Prosecutors filed a brief in response to Widmer's motion for acquittal on Wednesday, setting forth their intentions to prosecute Widmer for a third time while introducing a new piece of evidence that, if believed, constitutes the most damning evidence against the defendant presented so far.
[Read the prosecutor's memorandum here]
Prosecutors now allege that a previously unknown witness has come forward and informed them that Ryan Widmer admitted to murdering his wife, Sarah, in their home in 2008. According to the brief, Widmer also detailed to the witness the argument that led up to the murder as well as the methods he took to cover up the crime.
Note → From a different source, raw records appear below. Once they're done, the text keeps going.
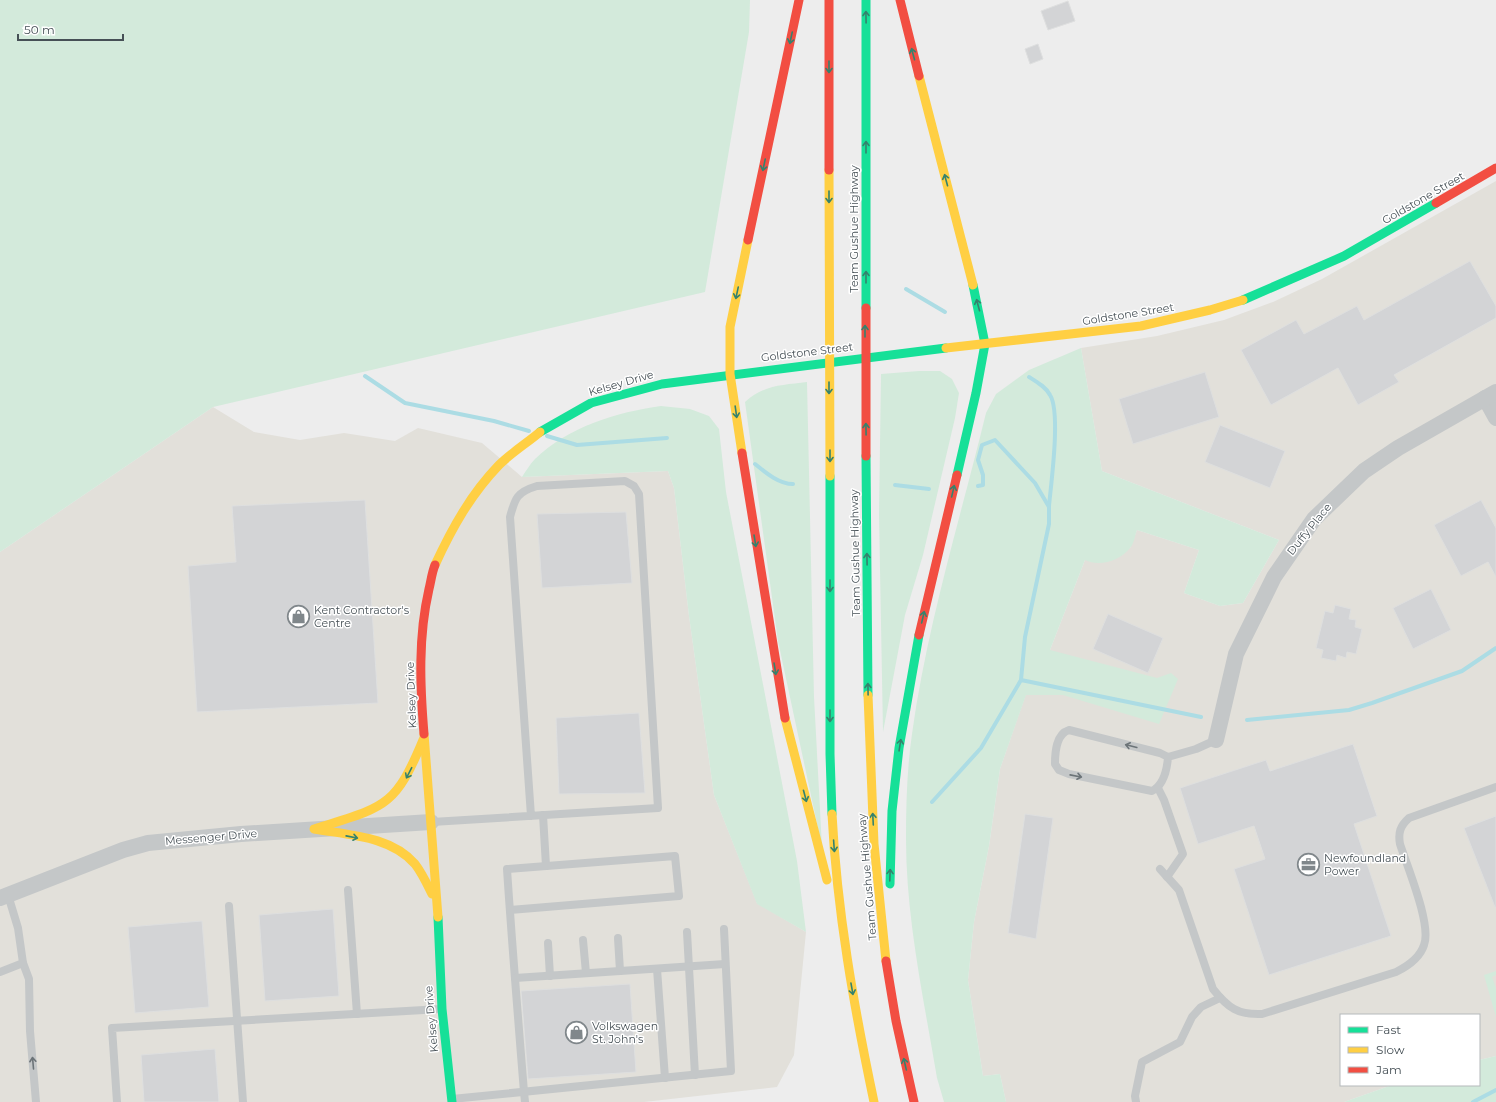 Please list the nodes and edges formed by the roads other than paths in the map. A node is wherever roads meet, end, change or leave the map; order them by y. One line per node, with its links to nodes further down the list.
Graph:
1 (799, 0): 7 (main road, one-way to 7)
2 (829, 0): 32 (main road, one-way to 32)
3 (866, 0): 37 (main road, Team Gushue Highway, one-way to 3)
4 (900, 0): 6 (main road, one-way to 4)
5 (1496, 168): 6 (main road, Goldstone Street)
6 (985, 344): 7 (main road, Goldstone Street); 37 (main road, one-way to 6)
7 (730, 374): 10 (main road, Kelsey Drive); 32 (main road, one-way to 32)
8 (1490, 395): 9 (street); 11 (street, Duffy Place)
9 (1496, 418)
10 (424, 738): 17 (main road, Kelsey Drive); 18 (main road, one-way to 18)
11 (1216, 740): 12 (lane)
12 (1168, 757): 14 (lane); 14 (lane, one-way to 14)
13 (1496, 787): 43 (lane)
14 (1158, 788): 21 (lane)
15 (530, 816): 16 (lane); 16 (lane); 17 (lane)
16 (543, 816): 19 (lane)
17 (431, 822): 18 (street, Messenger Drive); 24 (main road, Kelsey Drive)
18 (314, 829): 23 (street, Messenger Drive); 24 (main road, one-way to 24)
19 (546, 866): 26 (lane); 26 (lane)
20 (1160, 869): 21 (lane)
21 (1167, 877): 43 (lane)
22 (348, 890): 45 (lane)
23 (4, 897): 33 (lane)
24 (437, 904): 44 (main road, Kelsey Drive)
25 (229, 906): 46 (lane)
26 (510, 910): 42 (lane)
27 (724, 929): 34 (lane)
28 (687, 932): 35 (lane)
29 (618, 938): 38 (lane)
30 (583, 940): 40 (lane)
31 (548, 943): 41 (lane)
32 (846, 950): 55 (main road, one-way to 55)
33 (23, 963): 39 (lane); 51 (lane, one-way to 33)
34 (726, 964): 35 (lane); 47 (lane)
35 (689, 967): 36 (lane); 47 (lane)
36 (656, 969): 38 (lane); 48 (lane)
37 (888, 970): 56 (main road, Team Gushue Highway, one-way to 37)
38 (620, 971): 40 (lane)
39 (0, 972)
40 (586, 973): 41 (lane)
41 (550, 976): 42 (lane)
42 (515, 978): 49 (lane)
43 (1220, 998): 57 (lane)
44 (442, 1009): 45 (lane); 50 (main road, Kelsey Drive)
45 (357, 1014): 46 (lane)
46 (237, 1021): 52 (lane); 53 (lane)
47 (695, 1075): 48 (lane)
48 (665, 1078): 49 (lane)
49 (524, 1092): 50 (lane); 54 (lane)
50 (451, 1100)
51 (36, 1102)
52 (117, 1102)
53 (243, 1102)
54 (525, 1102)
55 (874, 1102)
56 (914, 1102)
57 (1136, 1102) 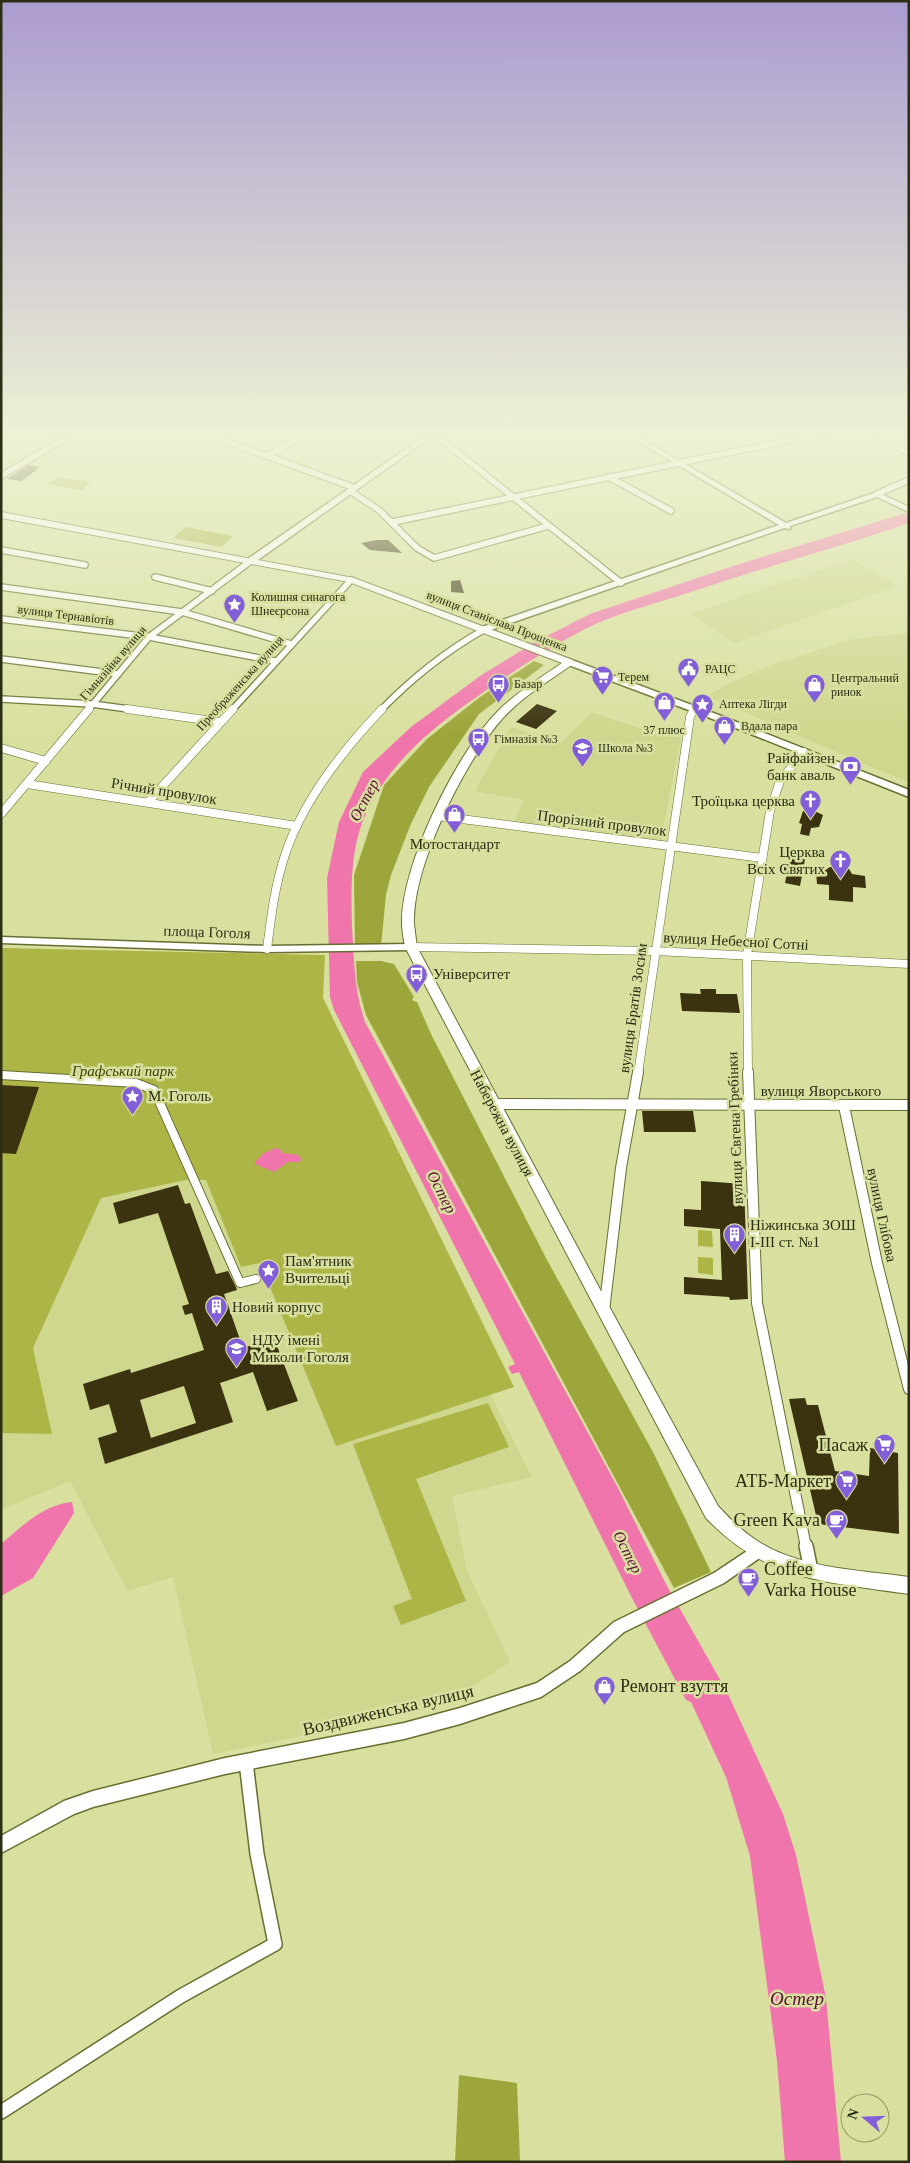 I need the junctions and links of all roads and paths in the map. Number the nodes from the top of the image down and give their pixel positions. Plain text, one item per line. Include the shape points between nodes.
1 (90, 531) edge
2 (294, 531) edge
3 (401, 531) edge
4 (531, 531) edge
5 (554, 531) edge
6 (775, 531) edge
7 (1, 550) edge
8 (441, 557) joint
9 (252, 560) junction
10 (85, 565) dead end
11 (155, 577) dead end
12 (351, 580) junction
13 (621, 582) junction
14 (1, 587) edge
15 (212, 591) junction
16 (182, 612) junction
17 (1, 618) edge
18 (485, 630) junction
19 (149, 636) junction
20 (291, 644) junction
21 (552, 656) joint
22 (1, 659) edge
23 (275, 661) junction
24 (569, 662) junction
25 (118, 674) junction
26 (1, 699) edge
27 (92, 704) junction
28 (694, 709) junction
29 (220, 722) junction
30 (1, 748) edge
31 (804, 752) junction
32 (46, 761) junction
33 (27, 784) junction
34 (909, 794) edge
35 (148, 802) junction
36 (1, 814) edge
37 (438, 816) junction
38 (297, 826) junction
39 (671, 846) junction
40 (762, 858) junction
41 (1, 940) edge
42 (411, 947) junction
43 (267, 949) junction
44 (655, 951) junction
45 (747, 955) junction
46 (909, 964) edge
47 (1, 1075) edge
48 (493, 1104) junction
49 (633, 1105) junction
50 (909, 1105) edge
51 (750, 1106) junction
52 (844, 1106) junction
53 (256, 1279) dead end
54 (604, 1313) junction
55 (909, 1389) edge
56 (756, 1552) junction
57 (811, 1570) junction
58 (909, 1586) edge
59 (246, 1762) junction
60 (1, 1845) edge
61 (1, 2112) edge

1 - 9 main road, вулиця Станіслава Прощенка
2 - 9 street, Гімназійна вулиця
3 - 8 street via 428,556
4 - 8 street
5 - 13 street
6 - 13 street
7 - 10 street
9 - 12 main road, вулиця Станіслава Прощенка
9 - 15 street, Гімназійна вулиця
11 - 15 street
12 - 18 main road, вулиця Станіслава Прощенка
12 - 20 street, Преображенська вулиця
13 - 18 street
14 - 16 street
15 - 16 street, Гімназійна вулиця
16 - 19 street, Гімназійна вулиця
16 - 20 street
17 - 19 street, вулиця Тернавіотів
18 - 21 main road, вулиця Станіслава Прощенка
18 - 38 street via 434,660 400,690 349,748
19 - 23 street, вулиця Тернавіотів
19 - 25 street, Гімназійна вулиця
20 - 23 street, Преображенська вулиця
21 - 24 main road, вулиця Станіслава Прощенка
22 - 25 street
23 - 29 street, Преображенська вулиця
24 - 28 main road, вулиця Станіслава Прощенка
24 - 37 main road, Набережна вулиця via 492,724
25 - 27 street, Гімназійна вулиця
26 - 27 street
27 - 29 street
27 - 32 street, Гімназійна вулиця
28 - 31 main road, вулиця Станіслава Прощенка
28 - 39 street, вулиця Братів Зосим via 690,717
29 - 35 street, Преображенська вулиця
30 - 32 street
31 - 34 main road, вулиця Станіслава Прощенка
31 - 40 street, вулиця Євгена Гребінки via 778,786 770,810
32 - 33 street, Гімназійна вулиця
33 - 35 street, Річний провулок
33 - 36 street, Гімназійна вулиця
35 - 38 street, Річний провулок
37 - 39 street, Прорізний провулок
37 - 42 main road, Набережна вулиця via 410,898
38 - 43 street via 276,885
39 - 40 street, Прорізний провулок
39 - 44 street, вулиця Братів Зосим
40 - 45 street, вулиця Євгена Гребінки
41 - 43 street, площа Гоголя
42 - 43 street, площа Гоголя
42 - 44 street, вулиця Небесної Сотні
42 - 48 main road, Набережна вулиця
44 - 45 street, вулиця Небесної Сотні
44 - 49 street, вулиця Братів Зосим
45 - 46 street, вулиця Небесної Сотні
45 - 51 street, вулиця Євгена Гребінки
47 - 53 street via 136,1083 154,1090 240,1283
48 - 49 street, вулиця Яворського
48 - 54 main road, Набережна вулиця
49 - 51 street, вулиця Яворського
49 - 54 street, вулиця Братів Зосим via 621,1168
50 - 52 street, вулиця Яворського
51 - 52 street, вулиця Яворського
51 - 57 street, вулиця Євгена Гребінки via 757,1303
52 - 55 street, вулиця Глібова via 877,1263
54 - 56 main road, Набережна вулиця via 712,1512 735,1537
56 - 57 main road, Набережна вулиця
56 - 59 street, Воздвиженська вулиця via 719,1578 619,1627 575,1666 541,1689 404,1731
57 - 58 main road, Набережна вулиця
59 - 60 street, Воздвиженська вулиця via 70,1807
59 - 61 street via 257,1854 275,1944 181,1996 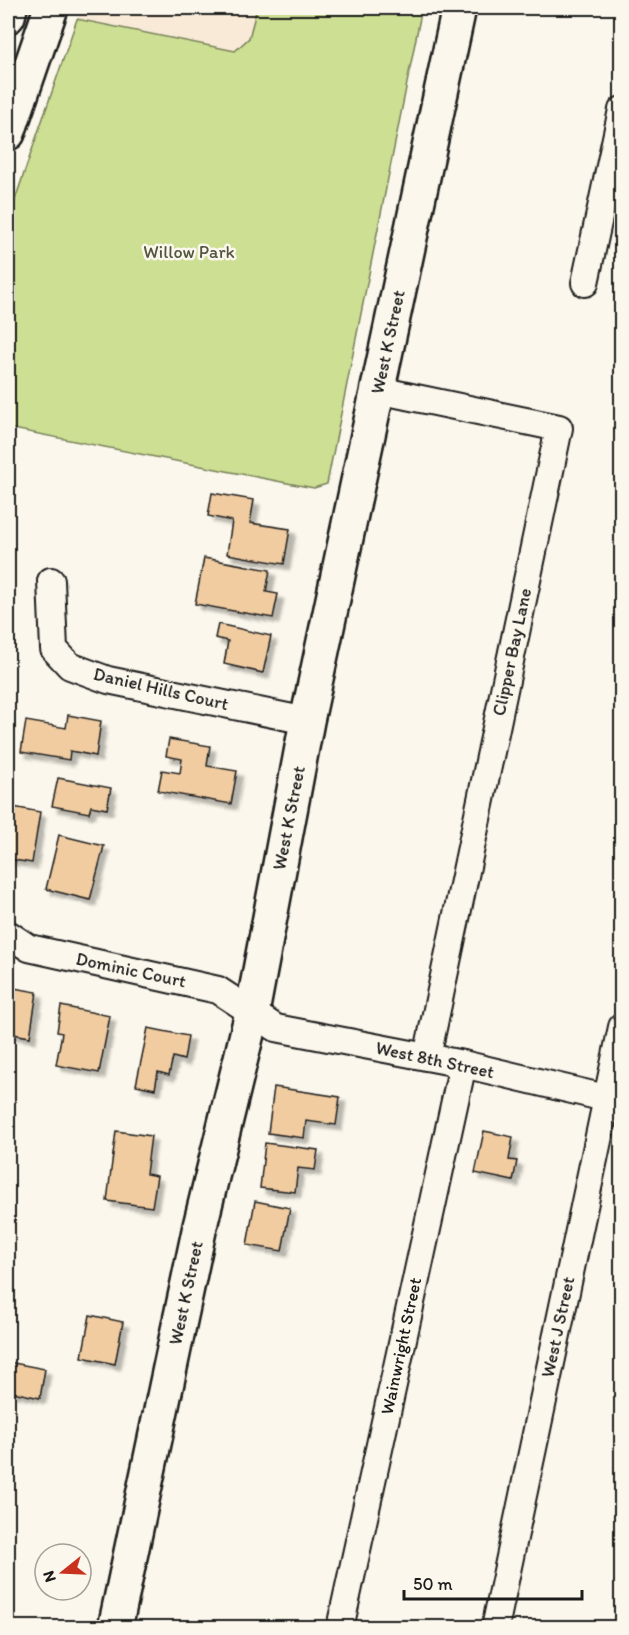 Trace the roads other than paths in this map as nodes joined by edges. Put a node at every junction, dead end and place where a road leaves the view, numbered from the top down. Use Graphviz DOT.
graph roads {
  1 [pos="10,8"];
  2 [pos="51,8"];
  3 [pos="459,8"];
  4 [pos="8,16"];
  5 [pos="621,110"];
  6 [pos="8,133"];
  7 [pos="585,283"];
  8 [pos="378,390"];
  9 [pos="51,581"];
  10 [pos="308,721"];
  11 [pos="8,934"];
  12 [pos="252,1013"];
  13 [pos="621,1028"];
  14 [pos="427,1057"];
  15 [pos="463,1064"];
  16 [pos="614,1100"];
  17 [pos="115,1628"];
  18 [pos="340,1628"];
  19 [pos="495,1628"];
  1 -- 4 [label="street"];
  2 -- 6 [label="street"];
  3 -- 8 [label="street, West K Street"];
  5 -- 7 [label="street"];
  8 -- 10 [label="street, West K Street"];
  8 -- 14 [label="street, Clipper Bay Lane"];
  9 -- 10 [label="street, Daniel Hills Court"];
  10 -- 12 [label="street, West K Street"];
  11 -- 12 [label="street, Dominic Court"];
  12 -- 14 [label="street, West 8th Street"];
  12 -- 17 [label="street, West K Street"];
  13 -- 16 [label="street, West J Street"];
  14 -- 15 [label="street, West 8th Street"];
  15 -- 16 [label="street, West 8th Street"];
  15 -- 18 [label="street, Wainwright Street"];
  16 -- 19 [label="street, West J Street"];
}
This unidentified witness will change the layout of a third trial in two sizable ways. First, the prosecution now has its first piece of direct evidence of Ryan Widmer's guilt. In the first two trials, prosecutors were forced to rely up on circumstantial evidence, essentially arguing that no one or nothing else could have killed Sarah Widmer, so her husband must be guilty. Now, they may have a "smoking gun."
Second, prosecutors may now be able to provide a jury with a motive behind the murder. Much of the criticism surrounding the prosecution of Ryan Widmer in the first two trials was the unanswered question of what motivated Widmer to commit murder. While the state argued and explained that they are not required to provide a motive for the murder, it was clear that the lack of motive was one of the biggest holes in their case. If this mystery witness can supply the prosecution with the "why" of the murder, the whole landscape of the state's case changes in their favor.
Widmer, 29, is accused of forcing his 24-year-old wife, Sarah, to drown in their Hamilton Township bathtub in August, 2008. The couple had been married just shy of four months and had no prior history of domestic violence. Nevertheless, Widmer was convicted after his first trial only to have the conviction overturned by the court. His second trial, which ended two months ago, ended in a hung jury.
While the appearance of this star witness may seem to be a goldmine for the prosecution, it doesn't come without its problems. First, the prosecution is asserting its right to not disclose the identity of the witness at this time. Naturally, this has fueled speculation in local and national media about who the witness might be. Could it be a prisoner that served time alongside of Ryan at the Warren County Jail or during his short stint in prison after his first conviction? If so, the credibility of the witness will be attacked relentlessly by defense counsel during the next trial. Could the witness be a friend or family member of Ryan's? If so, why didn't they come forward sooner? Why wait until two trials have been completed and come forward now?
In the meantime, it appears a near certainty that Ryan Widmer will stand trial a third time in the near future. Judge Neal Bronson will hear oral arguments on the motion for acquittal on August 3rd and, assuming that motion is denied, the third trial will likely come in the late Fall.